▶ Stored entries
★ ★ ★ ★
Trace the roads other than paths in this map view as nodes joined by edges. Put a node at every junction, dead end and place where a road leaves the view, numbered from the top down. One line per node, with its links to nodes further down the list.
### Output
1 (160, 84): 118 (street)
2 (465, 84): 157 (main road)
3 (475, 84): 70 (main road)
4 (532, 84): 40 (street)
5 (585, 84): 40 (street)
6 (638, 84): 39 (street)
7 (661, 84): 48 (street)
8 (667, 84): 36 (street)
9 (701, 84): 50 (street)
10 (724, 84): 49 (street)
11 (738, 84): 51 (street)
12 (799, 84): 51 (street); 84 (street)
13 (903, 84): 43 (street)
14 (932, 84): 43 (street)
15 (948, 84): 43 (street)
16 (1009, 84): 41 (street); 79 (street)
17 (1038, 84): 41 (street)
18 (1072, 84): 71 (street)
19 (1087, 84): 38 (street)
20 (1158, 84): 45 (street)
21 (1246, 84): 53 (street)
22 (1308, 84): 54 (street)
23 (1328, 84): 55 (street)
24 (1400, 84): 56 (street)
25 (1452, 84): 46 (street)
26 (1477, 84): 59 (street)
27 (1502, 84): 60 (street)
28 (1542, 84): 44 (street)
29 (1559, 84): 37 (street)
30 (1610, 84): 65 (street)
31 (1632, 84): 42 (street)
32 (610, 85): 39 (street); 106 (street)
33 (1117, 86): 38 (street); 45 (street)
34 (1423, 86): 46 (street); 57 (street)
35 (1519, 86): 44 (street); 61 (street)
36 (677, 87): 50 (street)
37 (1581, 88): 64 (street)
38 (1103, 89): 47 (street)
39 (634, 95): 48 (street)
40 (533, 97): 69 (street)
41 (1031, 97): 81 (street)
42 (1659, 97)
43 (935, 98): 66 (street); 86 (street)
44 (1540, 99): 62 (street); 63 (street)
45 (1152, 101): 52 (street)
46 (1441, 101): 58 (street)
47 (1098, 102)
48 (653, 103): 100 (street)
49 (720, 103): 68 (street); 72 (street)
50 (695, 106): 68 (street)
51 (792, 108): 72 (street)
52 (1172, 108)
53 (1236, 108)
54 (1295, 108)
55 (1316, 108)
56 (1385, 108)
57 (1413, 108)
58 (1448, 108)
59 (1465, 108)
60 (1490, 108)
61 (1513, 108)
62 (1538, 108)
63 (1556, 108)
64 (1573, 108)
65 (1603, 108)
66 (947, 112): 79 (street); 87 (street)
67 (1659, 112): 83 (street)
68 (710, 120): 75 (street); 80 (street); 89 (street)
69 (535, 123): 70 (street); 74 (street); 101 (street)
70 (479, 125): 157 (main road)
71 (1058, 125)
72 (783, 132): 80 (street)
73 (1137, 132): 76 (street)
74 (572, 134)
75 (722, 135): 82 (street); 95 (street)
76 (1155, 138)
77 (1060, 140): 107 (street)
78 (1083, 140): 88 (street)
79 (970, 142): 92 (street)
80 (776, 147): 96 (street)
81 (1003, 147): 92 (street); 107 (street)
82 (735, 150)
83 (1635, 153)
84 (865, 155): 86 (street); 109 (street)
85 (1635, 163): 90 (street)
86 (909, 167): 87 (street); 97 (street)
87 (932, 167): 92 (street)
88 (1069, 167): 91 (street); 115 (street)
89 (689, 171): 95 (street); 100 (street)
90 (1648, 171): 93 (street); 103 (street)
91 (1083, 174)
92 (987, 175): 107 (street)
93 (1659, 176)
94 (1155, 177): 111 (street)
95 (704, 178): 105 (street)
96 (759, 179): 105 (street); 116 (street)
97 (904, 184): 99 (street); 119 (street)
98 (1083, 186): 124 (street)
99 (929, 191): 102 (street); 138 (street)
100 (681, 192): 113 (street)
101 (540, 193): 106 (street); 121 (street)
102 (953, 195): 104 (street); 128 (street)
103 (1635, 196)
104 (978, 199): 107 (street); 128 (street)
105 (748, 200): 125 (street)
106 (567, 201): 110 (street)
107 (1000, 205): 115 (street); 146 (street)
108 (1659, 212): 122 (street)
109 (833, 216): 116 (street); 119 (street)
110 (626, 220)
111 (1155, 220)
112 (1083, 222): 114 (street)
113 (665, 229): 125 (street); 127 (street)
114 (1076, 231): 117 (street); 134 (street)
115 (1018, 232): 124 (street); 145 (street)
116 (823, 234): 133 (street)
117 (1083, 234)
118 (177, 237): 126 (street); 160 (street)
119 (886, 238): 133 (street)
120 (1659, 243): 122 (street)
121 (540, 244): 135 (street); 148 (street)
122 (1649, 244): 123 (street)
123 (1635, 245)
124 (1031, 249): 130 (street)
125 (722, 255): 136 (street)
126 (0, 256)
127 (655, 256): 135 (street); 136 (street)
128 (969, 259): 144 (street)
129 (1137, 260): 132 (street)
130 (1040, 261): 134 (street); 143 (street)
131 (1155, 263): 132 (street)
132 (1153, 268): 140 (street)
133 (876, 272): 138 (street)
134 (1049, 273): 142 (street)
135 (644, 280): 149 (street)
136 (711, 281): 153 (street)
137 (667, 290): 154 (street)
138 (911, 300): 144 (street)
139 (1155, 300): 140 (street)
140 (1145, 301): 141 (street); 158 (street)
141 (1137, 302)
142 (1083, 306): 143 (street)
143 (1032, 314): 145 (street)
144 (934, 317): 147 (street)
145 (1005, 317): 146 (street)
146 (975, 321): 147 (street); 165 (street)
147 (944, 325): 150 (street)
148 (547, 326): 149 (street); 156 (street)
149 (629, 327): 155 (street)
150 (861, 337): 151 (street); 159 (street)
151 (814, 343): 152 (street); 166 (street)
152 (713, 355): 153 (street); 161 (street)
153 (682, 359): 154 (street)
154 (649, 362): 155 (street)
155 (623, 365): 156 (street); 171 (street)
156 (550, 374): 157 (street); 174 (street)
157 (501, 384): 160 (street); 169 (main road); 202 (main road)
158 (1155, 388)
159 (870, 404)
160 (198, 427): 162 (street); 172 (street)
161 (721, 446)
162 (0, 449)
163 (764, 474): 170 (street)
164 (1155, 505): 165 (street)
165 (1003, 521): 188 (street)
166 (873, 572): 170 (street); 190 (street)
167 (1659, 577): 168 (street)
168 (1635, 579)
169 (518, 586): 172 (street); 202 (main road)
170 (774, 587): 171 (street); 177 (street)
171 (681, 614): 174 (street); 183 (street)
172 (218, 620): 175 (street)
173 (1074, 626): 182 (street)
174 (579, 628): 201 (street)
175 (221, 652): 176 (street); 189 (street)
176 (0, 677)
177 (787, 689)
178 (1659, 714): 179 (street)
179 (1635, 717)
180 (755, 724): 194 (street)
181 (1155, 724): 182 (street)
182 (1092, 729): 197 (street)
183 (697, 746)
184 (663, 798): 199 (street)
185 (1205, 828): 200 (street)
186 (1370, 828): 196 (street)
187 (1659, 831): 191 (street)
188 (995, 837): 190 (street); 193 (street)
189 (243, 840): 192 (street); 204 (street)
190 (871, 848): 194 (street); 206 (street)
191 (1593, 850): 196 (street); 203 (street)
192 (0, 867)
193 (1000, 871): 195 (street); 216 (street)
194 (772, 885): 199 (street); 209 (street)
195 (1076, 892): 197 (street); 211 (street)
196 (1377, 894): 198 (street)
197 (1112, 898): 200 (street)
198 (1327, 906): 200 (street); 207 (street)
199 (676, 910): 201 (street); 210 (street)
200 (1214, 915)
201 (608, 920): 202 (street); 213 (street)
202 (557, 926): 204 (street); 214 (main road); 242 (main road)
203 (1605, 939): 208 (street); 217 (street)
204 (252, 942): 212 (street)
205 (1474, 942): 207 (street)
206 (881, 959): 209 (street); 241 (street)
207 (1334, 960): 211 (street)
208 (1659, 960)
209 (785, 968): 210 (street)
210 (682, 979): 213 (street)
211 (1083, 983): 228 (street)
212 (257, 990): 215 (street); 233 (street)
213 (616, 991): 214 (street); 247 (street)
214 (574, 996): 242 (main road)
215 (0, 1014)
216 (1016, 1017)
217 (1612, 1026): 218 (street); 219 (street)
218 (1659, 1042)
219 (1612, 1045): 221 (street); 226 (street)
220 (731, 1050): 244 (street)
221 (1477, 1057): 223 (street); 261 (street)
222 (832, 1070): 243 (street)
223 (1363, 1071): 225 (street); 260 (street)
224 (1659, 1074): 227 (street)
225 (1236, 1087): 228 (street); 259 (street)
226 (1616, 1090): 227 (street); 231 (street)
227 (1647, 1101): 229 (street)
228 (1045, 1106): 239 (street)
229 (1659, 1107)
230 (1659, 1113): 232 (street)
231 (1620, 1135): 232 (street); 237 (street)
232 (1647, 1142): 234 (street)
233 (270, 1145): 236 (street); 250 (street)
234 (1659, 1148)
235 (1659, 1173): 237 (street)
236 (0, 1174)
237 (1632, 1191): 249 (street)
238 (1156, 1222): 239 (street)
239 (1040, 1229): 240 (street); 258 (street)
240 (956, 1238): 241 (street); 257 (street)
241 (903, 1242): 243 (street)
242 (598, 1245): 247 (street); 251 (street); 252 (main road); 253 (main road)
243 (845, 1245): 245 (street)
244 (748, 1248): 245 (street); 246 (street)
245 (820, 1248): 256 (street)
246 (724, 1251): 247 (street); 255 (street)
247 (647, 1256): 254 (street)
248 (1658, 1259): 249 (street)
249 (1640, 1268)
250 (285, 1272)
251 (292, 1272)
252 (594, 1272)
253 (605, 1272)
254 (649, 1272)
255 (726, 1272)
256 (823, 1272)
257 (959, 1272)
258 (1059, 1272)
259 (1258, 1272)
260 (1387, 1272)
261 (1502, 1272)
★ ★ ★ ★
▶ ABOUT THIS EXERCISE
As you read the records above, find each line that contains "road" and copy it.

▶ EXERCISE RESULT
Trace the roads other than paths in this map view as nodes joined by edges. Put a node at every junction, dead end and place where a road leaves the view, numbered from the top down. One line per node, with its links to nodes further down the list.
2 (465, 84): 157 (main road)
3 (475, 84): 70 (main road)
70 (479, 125): 157 (main road)
157 (501, 384): 160 (street); 169 (main road); 202 (main road)
169 (518, 586): 172 (street); 202 (main road)
202 (557, 926): 204 (street); 214 (main road); 242 (main road)
214 (574, 996): 242 (main road)
242 (598, 1245): 247 (street); 251 (street); 252 (main road); 253 (main road)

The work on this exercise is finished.